La dette publique française atteint 3 500 milliards d'euros, soit environ 116 % du PIB. @Arthur Weidmann

Face aux turbulences économiques actuelles, la France pourrait tirer de précieux enseignements de la crise grecque, symbole des dérives budgétaires et des défis de la zone euro analyse Dafne Grigoriadi, analyste économique grecque et professeur d’économie à l’Aegean College.

 

Les réductions de dépenses et les augmentations d’impôts, visant à prévenir un effondrement économique, sont au cœur des mesures adoptées. La France cherche à agir avant que le pays ne soit contraint de se tourner vers le Fonds monétaire international, une forme de financement aux taux d’intérêt particulièrement élevés, défavorable pour l’économie.
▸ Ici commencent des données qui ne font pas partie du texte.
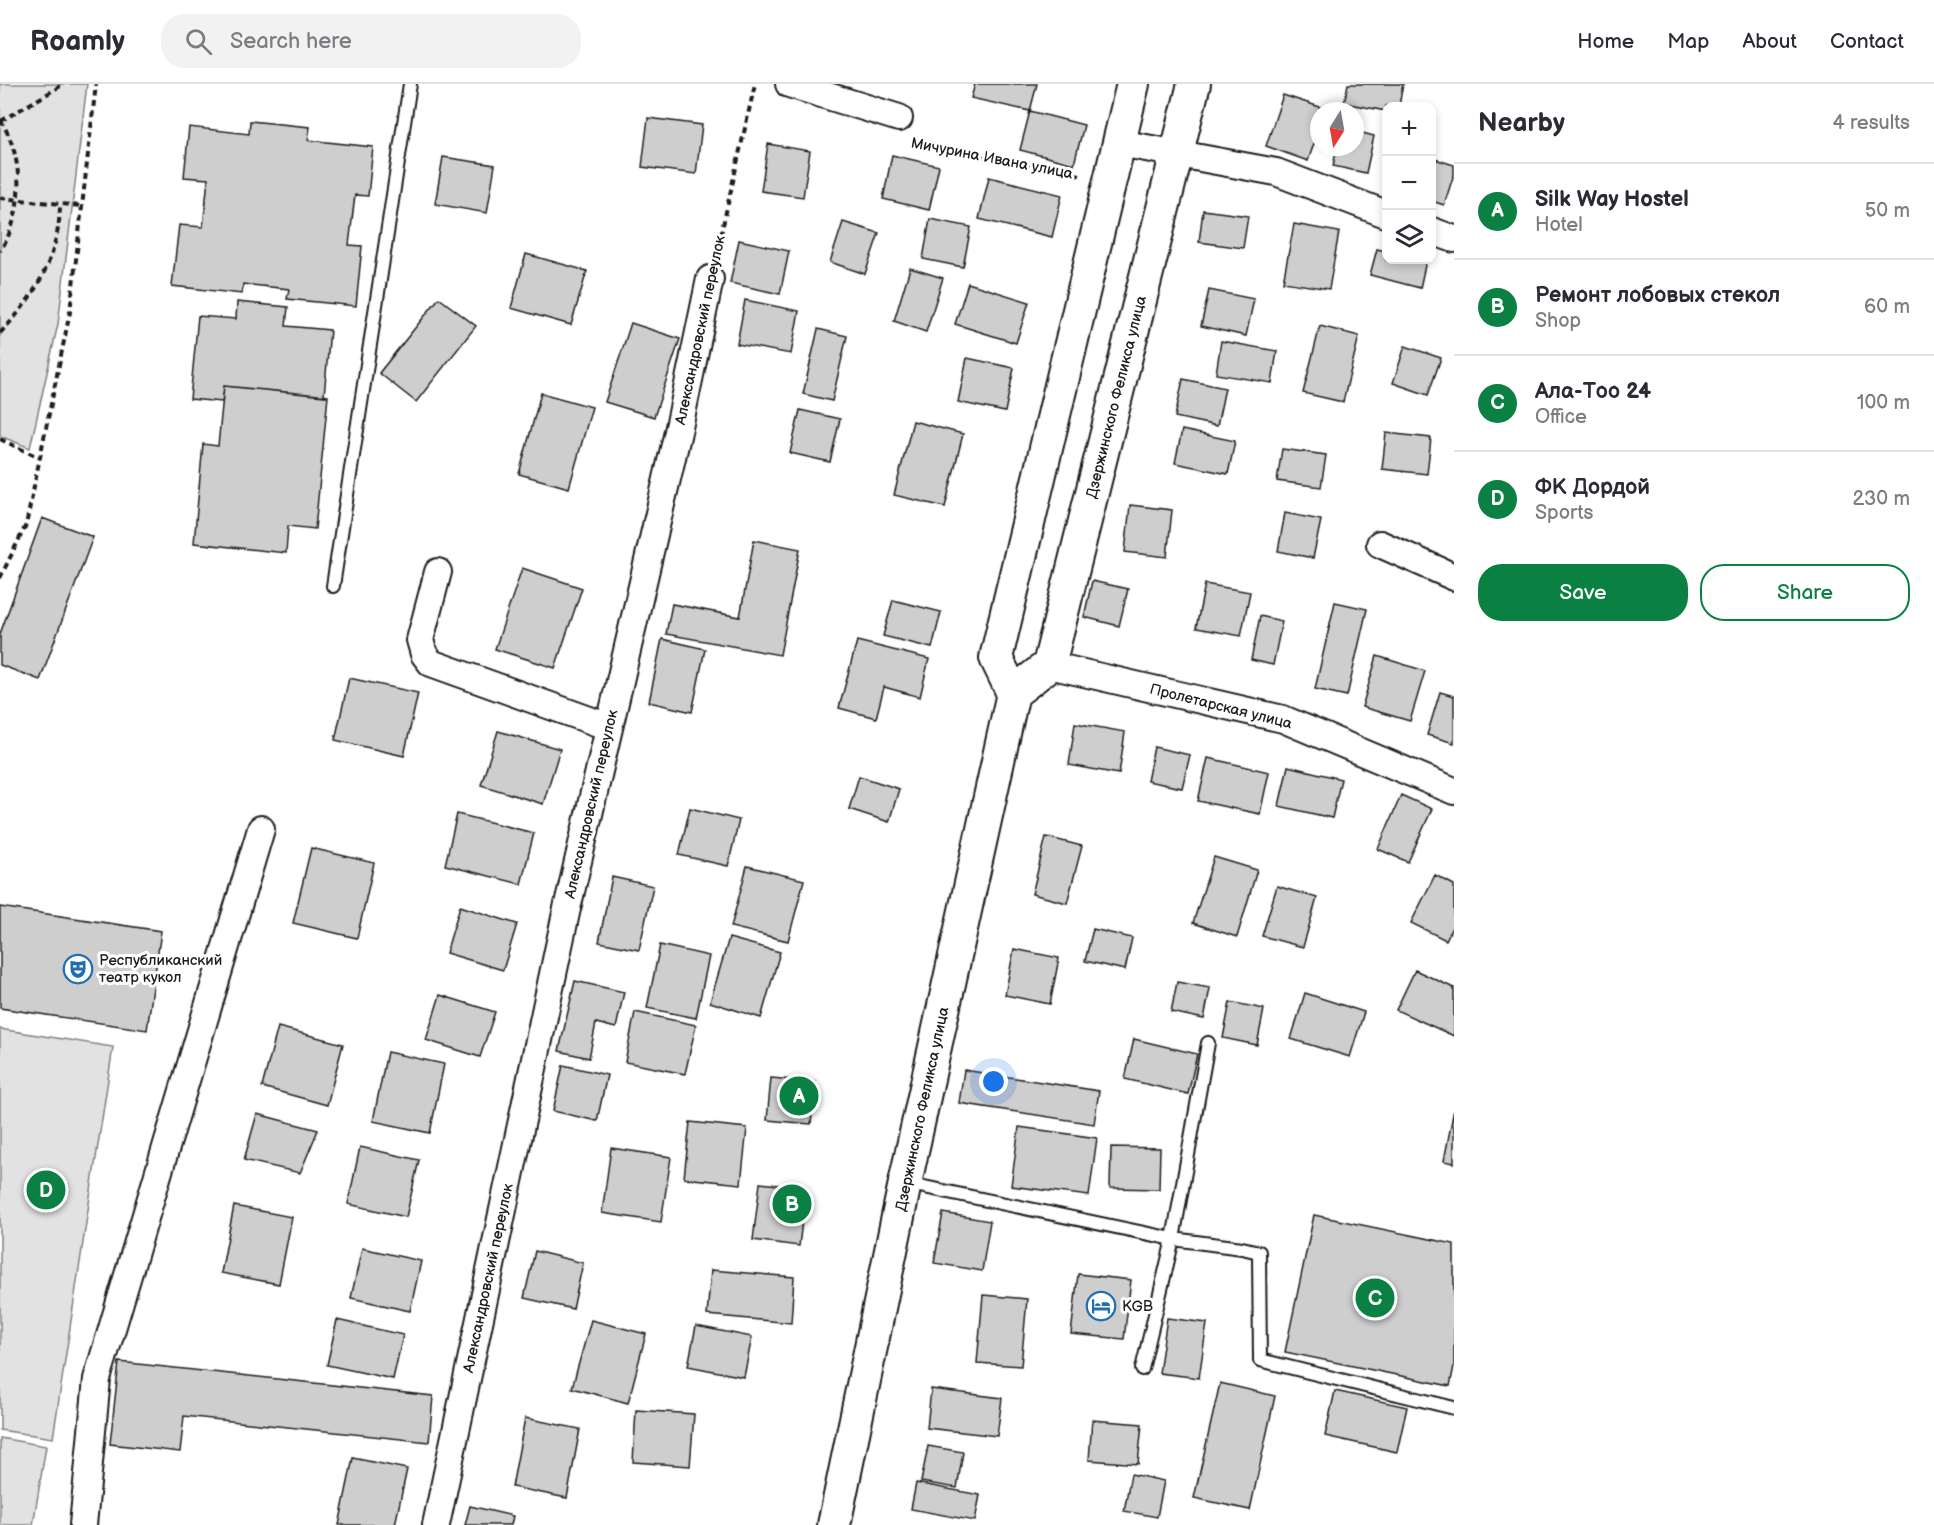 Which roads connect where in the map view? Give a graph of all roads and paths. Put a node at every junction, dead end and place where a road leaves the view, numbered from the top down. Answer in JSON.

La Grèce, qui avait autrefois sollicité l’aide du FMI, a désormais réussi à rembourser ces prêts par anticipation, réduisant ses coûts et retrouvant une plus grande flexibilité budgétaire. La situation de la France est en outre compliquée par l’instabilité politique : de nombreux premiers ministres se sont succédé en seulement quelques années, tandis que l’adoption du budget 2026 reste incertaine. Fitch a dégradé la note de crédit du pays en septembre, tandis que les tensions sociales, les mobilisations syndicales et les protestations potentielles de divers corps professionnels rendent la période à venir particulièrement critique.

 

Leçons de la crise grecque

L’expérience grecque montre que les retards dans la prise de mesures peuvent aggraver une crise économique. Pendant la crise grecque, Athènes a réagi trop tard, cherchant à éviter des coûts politiques, et a ainsi glissé dans une récession plus profonde. Néanmoins, les Grecs se sont rapidement adaptés à l’austérité sévère et aux réformes continues — un fait même souligné par la chancelière de l’époque, Angela Merkel. Aujourd’hui, la France a l’opportunité de tirer des enseignements de cette expérience en prenant des mesures préventives avant d’atteindre un point critique. Le PIB a progressé de 0,3 % au deuxième trimestre 2025, mais cette croissance a été largement alimentée par l’accumulation de stocks, tandis que la demande intérieure reste presque stagnante.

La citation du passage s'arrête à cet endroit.